[YOUR GOAL] Give back the full data, retyped precisely.

[DATA TO EXAMINE]
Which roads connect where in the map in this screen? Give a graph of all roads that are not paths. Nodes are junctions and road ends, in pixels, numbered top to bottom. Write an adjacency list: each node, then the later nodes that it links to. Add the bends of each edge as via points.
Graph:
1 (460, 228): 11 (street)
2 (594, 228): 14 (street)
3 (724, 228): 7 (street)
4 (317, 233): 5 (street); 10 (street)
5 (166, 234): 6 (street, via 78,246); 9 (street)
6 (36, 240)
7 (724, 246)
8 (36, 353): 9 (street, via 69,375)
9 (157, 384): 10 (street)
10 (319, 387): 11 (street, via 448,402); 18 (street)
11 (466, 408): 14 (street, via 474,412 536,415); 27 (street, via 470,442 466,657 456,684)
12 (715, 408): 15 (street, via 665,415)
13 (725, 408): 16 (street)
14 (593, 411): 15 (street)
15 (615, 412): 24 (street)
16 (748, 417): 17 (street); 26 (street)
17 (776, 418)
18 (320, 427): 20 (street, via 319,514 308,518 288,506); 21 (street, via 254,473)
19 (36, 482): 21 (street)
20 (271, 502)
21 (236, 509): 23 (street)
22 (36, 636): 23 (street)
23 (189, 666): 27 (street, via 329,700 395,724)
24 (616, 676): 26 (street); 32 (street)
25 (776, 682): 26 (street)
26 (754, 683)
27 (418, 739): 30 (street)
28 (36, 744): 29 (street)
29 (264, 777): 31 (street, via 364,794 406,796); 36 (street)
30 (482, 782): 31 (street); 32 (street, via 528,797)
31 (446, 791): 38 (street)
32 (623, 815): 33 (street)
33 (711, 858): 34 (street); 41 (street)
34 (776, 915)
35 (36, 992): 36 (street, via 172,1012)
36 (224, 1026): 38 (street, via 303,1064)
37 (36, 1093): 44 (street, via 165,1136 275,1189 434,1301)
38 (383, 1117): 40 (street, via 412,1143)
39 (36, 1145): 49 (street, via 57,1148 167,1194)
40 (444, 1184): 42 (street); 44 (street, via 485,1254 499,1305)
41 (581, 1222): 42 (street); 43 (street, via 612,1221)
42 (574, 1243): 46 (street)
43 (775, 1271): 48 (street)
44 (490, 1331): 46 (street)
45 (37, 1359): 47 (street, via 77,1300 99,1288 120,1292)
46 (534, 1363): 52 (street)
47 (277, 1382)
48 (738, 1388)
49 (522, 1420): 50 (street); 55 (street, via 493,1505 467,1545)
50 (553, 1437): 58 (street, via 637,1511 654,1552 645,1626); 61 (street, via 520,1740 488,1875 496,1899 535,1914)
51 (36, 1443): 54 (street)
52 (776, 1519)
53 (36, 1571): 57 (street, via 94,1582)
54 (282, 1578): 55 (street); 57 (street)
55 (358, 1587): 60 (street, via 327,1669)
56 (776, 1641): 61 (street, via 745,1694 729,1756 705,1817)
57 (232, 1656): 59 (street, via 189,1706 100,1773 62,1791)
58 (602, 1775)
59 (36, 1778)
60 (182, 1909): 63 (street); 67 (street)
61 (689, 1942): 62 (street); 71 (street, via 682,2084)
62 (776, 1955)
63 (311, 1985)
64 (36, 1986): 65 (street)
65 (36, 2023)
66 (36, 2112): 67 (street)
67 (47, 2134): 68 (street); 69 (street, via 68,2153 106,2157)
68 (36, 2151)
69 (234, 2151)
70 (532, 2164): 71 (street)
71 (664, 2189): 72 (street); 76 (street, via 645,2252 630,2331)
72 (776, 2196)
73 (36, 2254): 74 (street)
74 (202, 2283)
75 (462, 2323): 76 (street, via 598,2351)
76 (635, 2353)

[WRITTEN SOLUTION]
Which roads connect where in the map in this screen? Give a graph of all roads that are not paths. Nodes are junctions and road ends, in pixels, numbered top to bottom. Write an adjacency list: each node, then the later nodes that it links to. Add the bends of each edge as via points.
Graph:
1 (460, 228): 11 (street)
2 (594, 228): 14 (street)
3 (724, 228): 7 (street)
4 (317, 233): 5 (street); 10 (street)
5 (166, 234): 6 (street, via 78,246); 9 (street)
6 (36, 240)
7 (724, 246)
8 (36, 353): 9 (street, via 69,375)
9 (157, 384): 10 (street)
10 (319, 387): 11 (street, via 448,402); 18 (street)
11 (466, 408): 14 (street, via 474,412 536,415); 27 (street, via 470,442 466,657 456,684)
12 (715, 408): 15 (street, via 665,415)
13 (725, 408): 16 (street)
14 (593, 411): 15 (street)
15 (615, 412): 24 (street)
16 (748, 417): 17 (street); 26 (street)
17 (776, 418)
18 (320, 427): 20 (street, via 319,514 308,518 288,506); 21 (street, via 254,473)
19 (36, 482): 21 (street)
20 (271, 502)
21 (236, 509): 23 (street)
22 (36, 636): 23 (street)
23 (189, 666): 27 (street, via 329,700 395,724)
24 (616, 676): 26 (street); 32 (street)
25 (776, 682): 26 (street)
26 (754, 683)
27 (418, 739): 30 (street)
28 (36, 744): 29 (street)
29 (264, 777): 31 (street, via 364,794 406,796); 36 (street)
30 (482, 782): 31 (street); 32 (street, via 528,797)
31 (446, 791): 38 (street)
32 (623, 815): 33 (street)
33 (711, 858): 34 (street); 41 (street)
34 (776, 915)
35 (36, 992): 36 (street, via 172,1012)
36 (224, 1026): 38 (street, via 303,1064)
37 (36, 1093): 44 (street, via 165,1136 275,1189 434,1301)
38 (383, 1117): 40 (street, via 412,1143)
39 (36, 1145): 49 (street, via 57,1148 167,1194)
40 (444, 1184): 42 (street); 44 (street, via 485,1254 499,1305)
41 (581, 1222): 42 (street); 43 (street, via 612,1221)
42 (574, 1243): 46 (street)
43 (775, 1271): 48 (street)
44 (490, 1331): 46 (street)
45 (37, 1359): 47 (street, via 77,1300 99,1288 120,1292)
46 (534, 1363): 52 (street)
47 (277, 1382)
48 (738, 1388)
49 (522, 1420): 50 (street); 55 (street, via 493,1505 467,1545)
50 (553, 1437): 58 (street, via 637,1511 654,1552 645,1626); 61 (street, via 520,1740 488,1875 496,1899 535,1914)
51 (36, 1443): 54 (street)
52 (776, 1519)
53 (36, 1571): 57 (street, via 94,1582)
54 (282, 1578): 55 (street); 57 (street)
55 (358, 1587): 60 (street, via 327,1669)
56 (776, 1641): 61 (street, via 745,1694 729,1756 705,1817)
57 (232, 1656): 59 (street, via 189,1706 100,1773 62,1791)
58 (602, 1775)
59 (36, 1778)
60 (182, 1909): 63 (street); 67 (street)
61 (689, 1942): 62 (street); 71 (street, via 682,2084)
62 (776, 1955)
63 (311, 1985)
64 (36, 1986): 65 (street)
65 (36, 2023)
66 (36, 2112): 67 (street)
67 (47, 2134): 68 (street); 69 (street, via 68,2153 106,2157)
68 (36, 2151)
69 (234, 2151)
70 (532, 2164): 71 (street)
71 (664, 2189): 72 (street); 76 (street, via 645,2252 630,2331)
72 (776, 2196)
73 (36, 2254): 74 (street)
74 (202, 2283)
75 (462, 2323): 76 (street, via 598,2351)
76 (635, 2353)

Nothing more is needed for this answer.